Mal chegamos à Santiago (tarde da noite), já começamos nossa tradicional correria para conseguirmos um hostel. Nos hospedamos no Hostal Casa Aborigen, no bairro Providência, sem dúvidas, a melhor localidade para se hospedar em Santiago, pela proximidade com o comércio, pontos turísticos, restaurantes e transportes. O hostel em si não foi tão maravilhoso, sobretudo pelo atendimento que foi muito lento e confuso. Mas estávamos tão cansados da viagem, que ficamos felizes por termos uma cama para "capotar", além do valor ser bem atrativo.
No dia seguinte, fomos em busca de uma locadora de automóveis. Em nossa última viagem ao Chile, fizemos tudo de ônibus e metrô, mas com o pouco tempo que teríamos, optamos por gastar um pouco mais, mas ter uma mobilidade aprimorada. Foi a decisão mais acertada de toda viagem! Como não havíamos feito reservas e tratava-se de um domingo, tivemos certa dificuldade em conseguir algo em conta, mas finalmente, na locadora Chilean Rent a Car, a cerca de 6 quadras do nosso hostel, alugamos um Renaut Symbol, que, com jeitinho, conseguiria carregar nós três e todo nosso equipamento.

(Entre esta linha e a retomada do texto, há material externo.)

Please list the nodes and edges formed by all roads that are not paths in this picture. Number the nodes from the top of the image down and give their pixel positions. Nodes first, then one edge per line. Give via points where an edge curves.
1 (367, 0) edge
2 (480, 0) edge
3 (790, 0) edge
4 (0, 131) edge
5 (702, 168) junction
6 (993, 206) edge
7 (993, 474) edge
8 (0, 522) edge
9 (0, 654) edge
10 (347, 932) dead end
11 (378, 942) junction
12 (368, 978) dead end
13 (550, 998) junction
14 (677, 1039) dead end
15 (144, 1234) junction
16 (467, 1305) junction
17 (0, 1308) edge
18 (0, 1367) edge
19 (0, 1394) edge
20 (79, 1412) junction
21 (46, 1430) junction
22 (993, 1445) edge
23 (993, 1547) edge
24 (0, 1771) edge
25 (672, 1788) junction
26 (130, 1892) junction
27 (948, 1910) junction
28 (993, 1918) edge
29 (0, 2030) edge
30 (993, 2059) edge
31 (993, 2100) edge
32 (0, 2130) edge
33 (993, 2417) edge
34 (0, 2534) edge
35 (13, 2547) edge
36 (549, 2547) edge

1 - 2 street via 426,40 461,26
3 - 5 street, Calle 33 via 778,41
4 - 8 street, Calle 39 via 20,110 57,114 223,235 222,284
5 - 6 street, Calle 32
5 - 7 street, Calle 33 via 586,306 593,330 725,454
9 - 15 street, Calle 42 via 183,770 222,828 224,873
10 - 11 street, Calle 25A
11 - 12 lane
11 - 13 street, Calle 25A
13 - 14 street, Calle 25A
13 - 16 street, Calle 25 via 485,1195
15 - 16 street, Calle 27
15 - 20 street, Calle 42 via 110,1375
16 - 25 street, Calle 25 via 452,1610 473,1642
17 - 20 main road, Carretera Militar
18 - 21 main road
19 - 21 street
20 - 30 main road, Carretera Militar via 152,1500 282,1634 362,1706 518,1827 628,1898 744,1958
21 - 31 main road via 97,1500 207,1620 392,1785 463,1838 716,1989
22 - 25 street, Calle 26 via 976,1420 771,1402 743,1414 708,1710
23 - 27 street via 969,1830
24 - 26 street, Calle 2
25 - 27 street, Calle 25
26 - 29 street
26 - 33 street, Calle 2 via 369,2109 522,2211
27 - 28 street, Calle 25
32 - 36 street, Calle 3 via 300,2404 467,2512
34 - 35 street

Imediatamente após alugarmos o carro, já rumamos para nosso primeiro objetivo: Baños Morales. A uma altitude de 1800 metros, trata-se de um pequeno povoado cercado por colinas de cor ocre, localizado na confluência dos rios Morales e Volcán, a pouco menos de 100Km da capital, vencidos em pouco mais de duas horas de carro. Sua principal atração turística são as águas termais, além de ser um porto de entrada para o Monumento Natural El Morado, uma das áreas protegidas mais visitadas em todo o Chile. Ao fundo do vale repousa o imponente vulcão San José, com 5.856m de altitude, montanha que tentei com a Laura em março de 2017. Nesta região funciona também uma mineradora de gesso, o que torna parte do cenário bem desagradável, pela alta degradação que causa.
Por lá, reencontramos o Jorge, dono de um restaurante e hostel chamado Los Chicos Malos. Ótimo lugar para comer pizza e tomar cerveja. Jorge foi uma das pessoas que mais nos ajudou em 2017 e de forma calorosa ainda se recordava da nossa jornada, sendo muito amável e cortês, nos recebendo inclusive com dois latões de cerveja, por sua conta! Ainda fez mais: assim como na última vez, nos indicou um bom local para passarmos a noite acampados, sem precisarmos arcar com mais gastos. Um gesto incrível, vindo de um dono de hostel.
A noite começou bem tranquila, a ponto de optarmos bivacar ao lado do carro (eu e Laura), enquanto que o João passaria a noite no conforto do banco traseiro. Nossos poderosos sacos de dormir para -40° nos conferiram o conforto suficiente nas primeiras horas de sono. Mas ao passar do tempo, cavalos selvagens passavam perigosamente próximos... em um determinado momento, senti uma coisa gelada se esgueirando para dentro do meu saco de dormir, passando pelas minhas costas... dei um pulo com o susto, achando ser uma cobra. No final, descobri ser "apenas" um enorme sapo em busca de mais conforto. Para fechar a noite, já por volta das 4h da manhã, começou uma fina chuva, fazendo com que a Laura fosse para dentro do carro, enquanto que eu mantive o bivaque, enrolado na lona, para evitar que o saco de dormir se molhasse. Ufa! Noite longa, mas por incrível que pareça, muito agradável!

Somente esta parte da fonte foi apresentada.